Could a semi-open adoption be the best for you and your child?

choice

I realize that it’s been a while I hadn’t written about adoption. I apologize, I am so busy trying to figure out a new routine in Vancouver, I will write about it soon. But today, I decided to talk about the difference adoption’s options. There are 3 different type of adoption: closed, semi-open and open adoption. To understand the difference between them, we need to read the definition.

I chose the definition from the website americanpregnancy.org. According to this website, we call closed adoption, the process where there is no interaction of any kind between birthmothers and adoptive families. This means that there is no exchange information, no contact between the birth families and adoptive families. That’s why, the closed adoption is also called confidential adoption! However, medical history may be available to those involved.

Unlike the closed option, the semi-open one authorizes the birth family to pick the adoptive parents from a profile and to stay updated by receiving pictures and other information through their connection with the adoption agency. This type is also called mediation adoption, because the adoption agency is playing the mediator role.

As you can guess by the name, the open adoption allows a relationship between adoptive family and birth parents. That means information as well as contact are shared between both parties. The birth families can directly contact the adoptive family and the adopted child via letter, phone calls, email, etc.

 

Which one between those tree is the best choice according to you?

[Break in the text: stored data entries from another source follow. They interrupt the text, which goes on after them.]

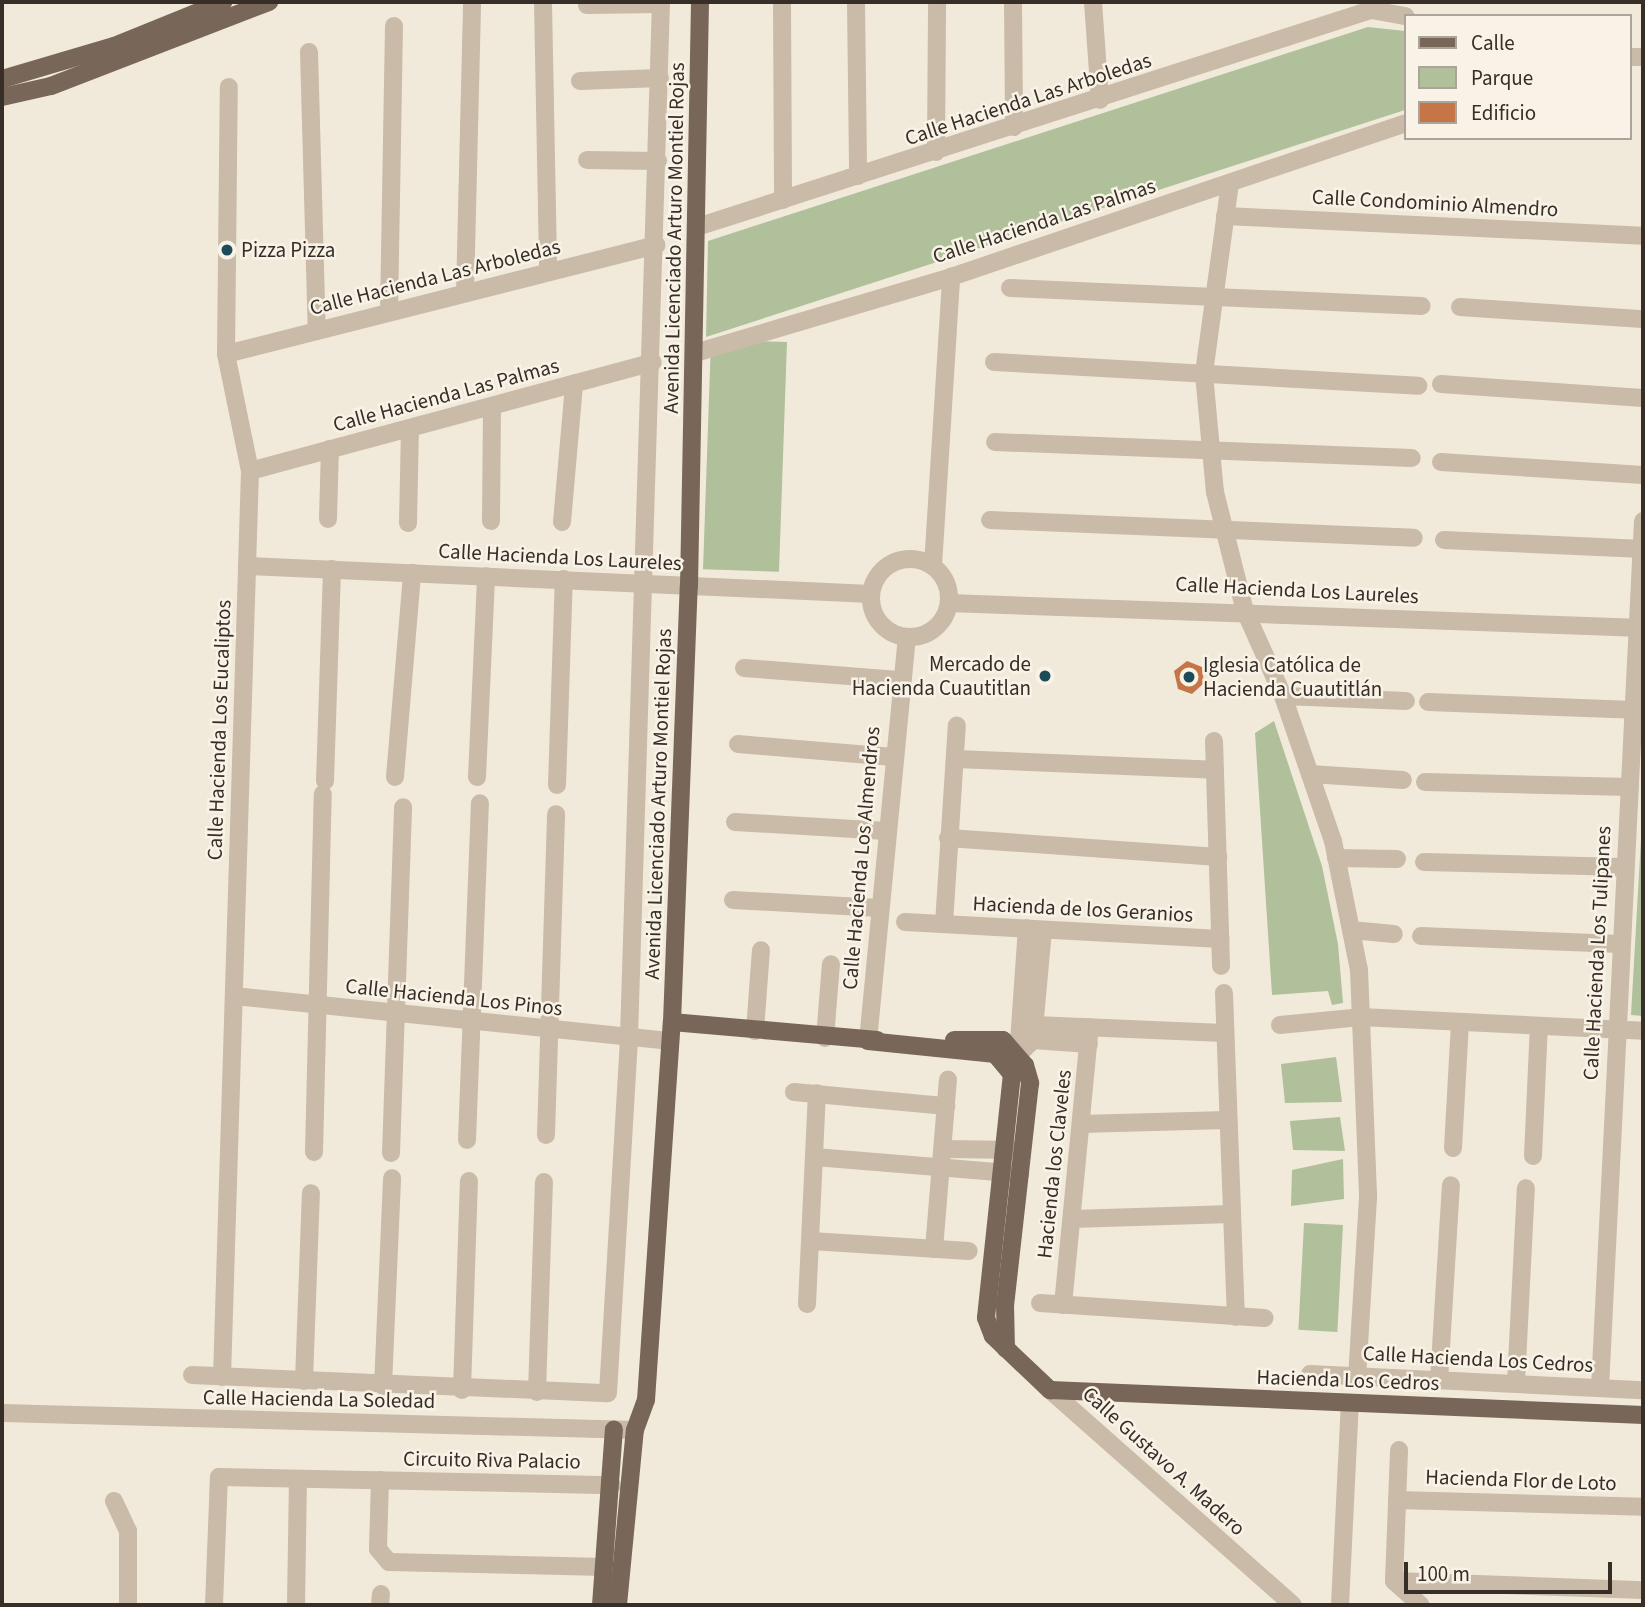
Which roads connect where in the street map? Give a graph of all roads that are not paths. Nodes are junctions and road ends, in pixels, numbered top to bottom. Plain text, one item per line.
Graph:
1 (223, 2) edge
2 (269, 2) edge
3 (472, 2) edge
4 (543, 2) edge
5 (700, 2) edge
6 (782, 2) edge
7 (856, 2) edge
8 (937, 2) edge
9 (1013, 2) edge
10 (1093, 2) edge
11 (661, 3) edge
12 (587, 5) dead end
13 (1404, 16) edge
14 (394, 26) dead end
15 (309, 52) dead end
16 (660, 78) junction
17 (2, 79) edge
18 (580, 81) dead end
19 (229, 87) dead end
20 (2, 97) edge
21 (1100, 100) junction
22 (1404, 123) edge
23 (1014, 127) junction
24 (936, 152) junction
25 (587, 160) dead end
26 (658, 161) junction
27 (858, 176) junction
28 (1230, 183) junction
29 (783, 200) junction
30 (1224, 216) junction
31 (697, 227) junction
32 (1643, 236) edge
33 (656, 245) junction
34 (548, 272) junction
35 (951, 277) junction
36 (1010, 288) dead end
37 (466, 293) junction
38 (1213, 293) junction
39 (1422, 306) dead end
40 (1460, 307) dead end
41 (389, 312) junction
42 (1643, 319) edge
43 (317, 331) junction
44 (695, 353) junction
45 (226, 354) junction
46 (653, 362) junction
47 (994, 362) dead end
48 (1204, 374) junction
49 (573, 384) junction
50 (1441, 384) dead end
51 (1418, 386) dead end
52 (1643, 398) edge
53 (492, 406) junction
54 (410, 428) junction
55 (995, 442) dead end
56 (330, 449) junction
57 (1210, 450) junction
58 (1412, 458) dead end
59 (1441, 462) dead end
60 (250, 471) junction
61 (1643, 475) edge
62 (328, 519) dead end
63 (990, 520) dead end
64 (491, 521) dead end
65 (1643, 521) edge
66 (562, 522) dead end
67 (408, 523) dead end
68 (1224, 534) junction
69 (1414, 538) dead end
70 (1444, 540) dead end
71 (1642, 549) edge
72 (247, 566) junction
73 (933, 566) junction
74 (332, 569) junction
75 (412, 573) junction
76 (486, 576) junction
77 (564, 579) junction
78 (647, 583) junction
79 (689, 586) junction
80 (870, 594) junction
81 (949, 603) junction
82 (1245, 611) junction
83 (1640, 628) edge
84 (906, 638) junction
85 (744, 668) dead end
86 (899, 680) junction
87 (1283, 696) junction
88 (1406, 701) dead end
89 (1428, 702) dead end
90 (1633, 710) junction
91 (957, 725) dead end
92 (1214, 741) dead end
93 (738, 744) dead end
94 (893, 757) junction
95 (956, 759) junction
96 (1214, 770) junction
97 (1310, 774) junction
98 (396, 777) dead end
99 (477, 777) dead end
100 (1403, 780) dead end
101 (1425, 782) dead end
102 (557, 785) dead end
103 (1630, 788) junction
104 (480, 803) dead end
105 (403, 807) dead end
106 (556, 814) dead end
107 (735, 822) dead end
108 (887, 831) junction
109 (948, 838) junction
110 (1218, 857) junction
111 (1336, 858) junction
112 (1397, 859) dead end
113 (1424, 862) dead end
114 (1624, 867) junction
115 (733, 900) dead end
116 (880, 908) junction
117 (905, 922) dead end
118 (944, 924) junction
119 (1035, 929) junction
120 (1351, 930) junction
121 (1394, 934) dead end
122 (1421, 936) dead end
123 (1221, 939) junction
124 (1620, 944) junction
125 (761, 950) dead end
126 (831, 964) dead end
127 (1221, 966) dead end
128 (1224, 993) dead end
129 (234, 996) junction
130 (1030, 1000) junction
131 (315, 1005) junction
132 (393, 1013) junction
133 (1361, 1017) junction
134 (472, 1022) junction
135 (671, 1022) junction
136 (1460, 1022) junction
137 (1280, 1025) dead end
138 (1539, 1026) junction
139 (1615, 1030) junction
140 (550, 1031) junction
141 (755, 1031) junction
142 (1643, 1031) edge
143 (1034, 1032) junction
144 (1224, 1033) junction
145 (1090, 1036) junction
146 (629, 1037) junction
147 (825, 1038) junction
148 (669, 1041) junction
149 (868, 1041) junction
150 (1013, 1061) junction
151 (948, 1080) dead end
152 (794, 1092) dead end
153 (817, 1093) junction
154 (946, 1106) junction
155 (1227, 1120) junction
156 (1081, 1124) junction
157 (546, 1135) dead end
158 (467, 1140) dead end
159 (1453, 1148) dead end
160 (943, 1149) junction
161 (1003, 1150) junction
162 (1022, 1150) junction
163 (314, 1152) dead end
164 (391, 1153) dead end
165 (1533, 1156) dead end
166 (815, 1157) junction
167 (941, 1171) junction
168 (1000, 1174) junction
169 (1020, 1174) junction
170 (392, 1178) dead end
171 (469, 1181) dead end
172 (544, 1182) dead end
173 (1451, 1185) dead end
174 (1526, 1188) dead end
175 (311, 1193) dead end
176 (1232, 1214) junction
177 (1072, 1219) junction
178 (811, 1241) junction
179 (934, 1249) junction
180 (969, 1251) dead end
181 (1040, 1303) dead end
182 (807, 1304) dead end
183 (1063, 1305) junction
184 (1236, 1317) junction
185 (1264, 1318) dead end
186 (1006, 1349) junction
187 (1310, 1374) dead end
188 (192, 1376) dead end
189 (1357, 1376) junction
190 (222, 1377) junction
191 (1439, 1380) junction
192 (304, 1381) junction
193 (1516, 1383) junction
194 (383, 1386) junction
195 (1600, 1388) junction
196 (462, 1390) junction
197 (1050, 1390) junction
198 (1643, 1390) edge
199 (537, 1392) junction
200 (1350, 1403) junction
201 (2, 1413) edge
202 (1643, 1415) edge
203 (614, 1429) junction
204 (635, 1430) junction
205 (1399, 1451) dead end
206 (298, 1479) junction
207 (380, 1480) junction
208 (612, 1485) junction
209 (1397, 1500) junction
210 (114, 1501) dead end
211 (1643, 1507) edge
212 (605, 1567) junction
213 (1394, 1581) junction
214 (1643, 1590) edge
215 (128, 1605) edge
216 (214, 1605) edge
217 (296, 1605) edge
218 (601, 1605) edge
219 (618, 1605) edge
220 (1293, 1605) edge
221 (1340, 1605) edge
222 (1421, 1605) edge

1 - 17 main road
2 - 20 main road
3 - 37 street
4 - 34 street
5 - 31 main road, Avenida Licenciado Arturo Montiel Rojas
6 - 29 street
7 - 27 street
8 - 24 street
9 - 23 street
10 - 21 street
11 - 12 street
11 - 16 street, Avenida Licenciado Arturo Montiel Rojas
13 - 21 street, Calle Hacienda Las Arboledas
14 - 41 street
15 - 43 street
16 - 18 street
16 - 26 street, Avenida Licenciado Arturo Montiel Rojas
19 - 45 street, Calle Hacienda Los Eucaliptos
21 - 23 street, Calle Hacienda Las Arboledas
22 - 28 street, Calle Hacienda Las Palmas
23 - 24 street, Calle Hacienda Las Arboledas
24 - 27 street, Calle Hacienda Las Arboledas
25 - 26 street
26 - 33 street, Avenida Licenciado Arturo Montiel Rojas
27 - 29 street, Calle Hacienda Las Arboledas
28 - 30 street
28 - 35 street, Calle Hacienda Las Palmas
29 - 31 street, Calle Hacienda Las Arboledas
30 - 32 street, Calle Condominio Almendro
30 - 38 street
31 - 44 main road, Avenida Licenciado Arturo Montiel Rojas
33 - 34 street, Calle Hacienda Las Arboledas
33 - 46 street, Avenida Licenciado Arturo Montiel Rojas
34 - 37 street, Calle Hacienda Las Arboledas
35 - 44 street, Calle Hacienda Las Palmas
35 - 73 street
36 - 38 street
37 - 41 street, Calle Hacienda Las Arboledas
38 - 39 street
38 - 48 street
40 - 42 street
41 - 43 street, Calle Hacienda Las Arboledas
43 - 45 street, Calle Hacienda Las Arboledas
44 - 79 main road, Avenida Licenciado Arturo Montiel Rojas
45 - 60 street, Calle Hacienda Los Eucaliptos
46 - 49 street, Calle Hacienda Las Palmas
46 - 78 street, Avenida Licenciado Arturo Montiel Rojas
47 - 48 street
48 - 51 street
48 - 57 street
49 - 53 street, Calle Hacienda Las Palmas
49 - 66 street
50 - 52 street
53 - 54 street, Calle Hacienda Las Palmas
53 - 64 street
54 - 56 street, Calle Hacienda Las Palmas
54 - 67 street
55 - 57 street
56 - 60 street, Calle Hacienda Las Palmas
56 - 62 street
57 - 58 street
57 - 68 street
59 - 61 street
60 - 72 street, Calle Hacienda Los Eucaliptos
63 - 68 street
65 - 71 street, Calle Hacienda Los Tulipanes
68 - 69 street
68 - 82 street
70 - 71 street
71 - 83 street, Calle Hacienda Los Tulipanes
72 - 74 street, Calle Hacienda Los Laureles
72 - 129 street, Calle Hacienda Los Eucaliptos
73 - 80 street
73 - 81 street
74 - 75 street, Calle Hacienda Los Laureles
74 - 131 street
75 - 76 street, Calle Hacienda Los Laureles
75 - 98 street
76 - 77 street, Calle Hacienda Los Laureles
76 - 99 street
77 - 78 street, Calle Hacienda Los Laureles
77 - 102 street
78 - 79 street, Calle Hacienda Los Laureles
78 - 146 street, Avenida Licenciado Arturo Montiel Rojas
79 - 80 street, Calle Hacienda Los Laureles
79 - 135 main road, Avenida Licenciado Arturo Montiel Rojas
80 - 84 street
81 - 82 street, Calle Hacienda Los Laureles
81 - 84 street
82 - 83 street, Calle Hacienda Los Laureles
82 - 87 street
83 - 90 street, Calle Hacienda Los Tulipanes
84 - 86 street, Calle Hacienda Los Almendros
85 - 86 street
86 - 94 street, Calle Hacienda Los Almendros
87 - 88 street
87 - 97 street
89 - 90 street
90 - 103 street, Calle Hacienda Los Tulipanes
91 - 95 street, Hacienda de los Geranios
92 - 96 street, Hacienda de los Geranios
93 - 94 street
94 - 108 street, Calle Hacienda Los Almendros
95 - 96 street
95 - 109 street, Hacienda de los Geranios
96 - 110 street, Hacienda de los Geranios
97 - 100 street
97 - 111 street
101 - 103 street
103 - 114 street, Calle Hacienda Los Tulipanes
104 - 134 street
105 - 132 street
106 - 140 street
107 - 108 street
108 - 116 street, Calle Hacienda Los Almendros
109 - 110 street
109 - 118 street, Hacienda de los Geranios
110 - 123 street, Hacienda de los Geranios
111 - 112 street
111 - 120 street
113 - 114 street
114 - 124 street, Calle Hacienda Los Tulipanes
115 - 116 street
116 - 149 street, Calle Hacienda Los Almendros
117 - 118 street, Hacienda de los Geranios
118 - 119 street, Hacienda de los Geranios
119 - 123 street, Hacienda de los Geranios
119 - 130 street
120 - 121 street
120 - 133 street
122 - 124 street
123 - 127 street, Hacienda de los Geranios
124 - 139 street, Calle Hacienda Los Tulipanes
125 - 141 street
126 - 147 street
128 - 144 street
129 - 131 street, Calle Hacienda Los Pinos
129 - 190 street, Calle Hacienda Los Eucaliptos
130 - 143 street
130 - 150 street
131 - 132 street, Calle Hacienda Los Pinos
131 - 163 street
132 - 134 street, Calle Hacienda Los Pinos
132 - 164 street
133 - 136 street
133 - 137 street
133 - 189 street
134 - 140 street, Calle Hacienda Los Pinos
134 - 158 street
135 - 141 main road
135 - 148 main road, Avenida Licenciado Arturo Montiel Rojas
136 - 138 street
136 - 159 street
138 - 139 street
138 - 165 street
139 - 142 street
139 - 195 street, Calle Hacienda Los Tulipanes
140 - 146 street, Calle Hacienda Los Pinos
140 - 157 street
141 - 147 main road
143 - 145 street
143 - 150 street
144 - 145 street
144 - 155 street
145 - 156 street, Hacienda los Claveles
146 - 148 street, Calle Hacienda Los Pinos
146 - 199 street, Avenida Licenciado Arturo Montiel Rojas
147 - 149 main road
148 - 204 main road, Avenida Licenciado Arturo Montiel Rojas
149 - 150 main road
150 - 161 main road, Calle Gustavo A. Madero
150 - 162 main road
151 - 154 street
152 - 153 street
153 - 154 street
153 - 166 street
154 - 160 street
155 - 156 street
155 - 176 street
156 - 177 street, Hacienda los Claveles
160 - 161 street
160 - 167 street
161 - 162 street
161 - 168 main road, Calle Gustavo A. Madero
162 - 169 main road
166 - 167 street
166 - 178 street
167 - 168 street
167 - 179 street
168 - 169 street
168 - 186 main road, Calle Gustavo A. Madero
169 - 186 main road
170 - 194 street
171 - 196 street
172 - 199 street
173 - 191 street
174 - 193 street
175 - 192 street
176 - 177 street
176 - 184 street
177 - 183 street, Hacienda los Claveles
178 - 179 street
178 - 182 street
179 - 180 street
181 - 183 street
183 - 184 street
184 - 185 street
186 - 197 main road, Calle Gustavo A. Madero
187 - 189 street, Calle Hacienda Los Cedros
188 - 190 street
189 - 191 street, Calle Hacienda Los Cedros
190 - 192 street
191 - 193 street, Calle Hacienda Los Cedros
192 - 194 street
193 - 195 street, Calle Hacienda Los Cedros
194 - 196 street
195 - 198 street, Calle Hacienda Los Cedros
196 - 199 street
197 - 200 main road, Hacienda Los Cedros
197 - 220 street, Calle Gustavo A. Madero
200 - 202 main road, Hacienda Los Cedros
200 - 221 street
201 - 203 street, Calle Hacienda La Soledad
203 - 204 street, Calle Hacienda La Soledad
203 - 208 main road
204 - 219 main road, Avenida Licenciado Arturo Montiel Rojas
205 - 209 street
206 - 207 street
206 - 216 street
206 - 217 street
207 - 208 street, Circuito Riva Palacio
207 - 212 street, Circuito Riva Palacio
208 - 212 main road
209 - 211 street, Hacienda Flor de Loto
209 - 213 street
210 - 215 street
212 - 218 main road
213 - 214 street
213 - 222 street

Before giving you my pros for my favorite, let me talk you about my experience. My mom picked an overseas open adoption because she knew she wouldn’t have a lot of answer about African culture, she wanted me to know my root and be comfortable in a while family. So, she agreed for sharing, pictures, letters and phone calls. The first 5 years, she heard nothing from Africa. Everything started when I learnt how to read and write at school. It was confusing for me. One part of myself was curious to know more about this birth family and not feel the only black in this family. I had for long time the feeling of being the stranger of my adoptive family. So, the only thought of having some physical similarities with someone else was pleasant. I wanted to have a lot of brothers and sisters with who I can play and tell my secret. The feeling was nice for a while…

Then, my birth family starting to write me to send them money and toys. Naïve, the first time I blackmailed my mom to do it if she wanted me to stay in her family. Stupid little Flopi. Without knowing, I gave my birth family a good reason to keep in touch with me. They started talking just for more toys, clothes or money. I took the decision to stop contacting and replying to them at the age of 9. From the age of 9 to 15, I hadn’t heard from them and that helped me to grow up and have a “normal” life. I knew they were living in Ivory Coast and I didn’t really have a thought for them since then. Knowing where you came from helps to not create the empty hole in your head and heart. You don’t feel the need of searching for your birth family.

Okay, after knowing that, I can tell you the best choice to me. For me, the closed adoption will just increase the need of knowing your root to know who you are and the reason of this abandonment. However, the open adoption can be too confusing for everybody: the adoptive parents and birth parents may be confused on their respective role and the kid may be confused and feel guilty by having feelings for the adoptive family if he/she notices the birth family is sad or vice versa.

After having this experience, I think the best choice is the semi-open adoption for several reasons:

  • Kids will grow up knowing their biological families and there is never any unanswered questions about where they came from, why they were adopted, their culture and even who they look like.
  • Being able to ask for the birth family the reasons for the adoption can help limit or reduce the child’s sense of abandonment.
  • For the adoptive parents, the role as parent is clearly defined.
  • For the birth family, the semi-open adoption reduces the feeling of guilty because they can stay update and have a limit contact with the adoptive family

I don’t know if you agree with me or not. If you are planning to adopt at one stage, think about this option, that will give you enough knowledge about your future child’s root and you will be able to answer any questions your kid might have later.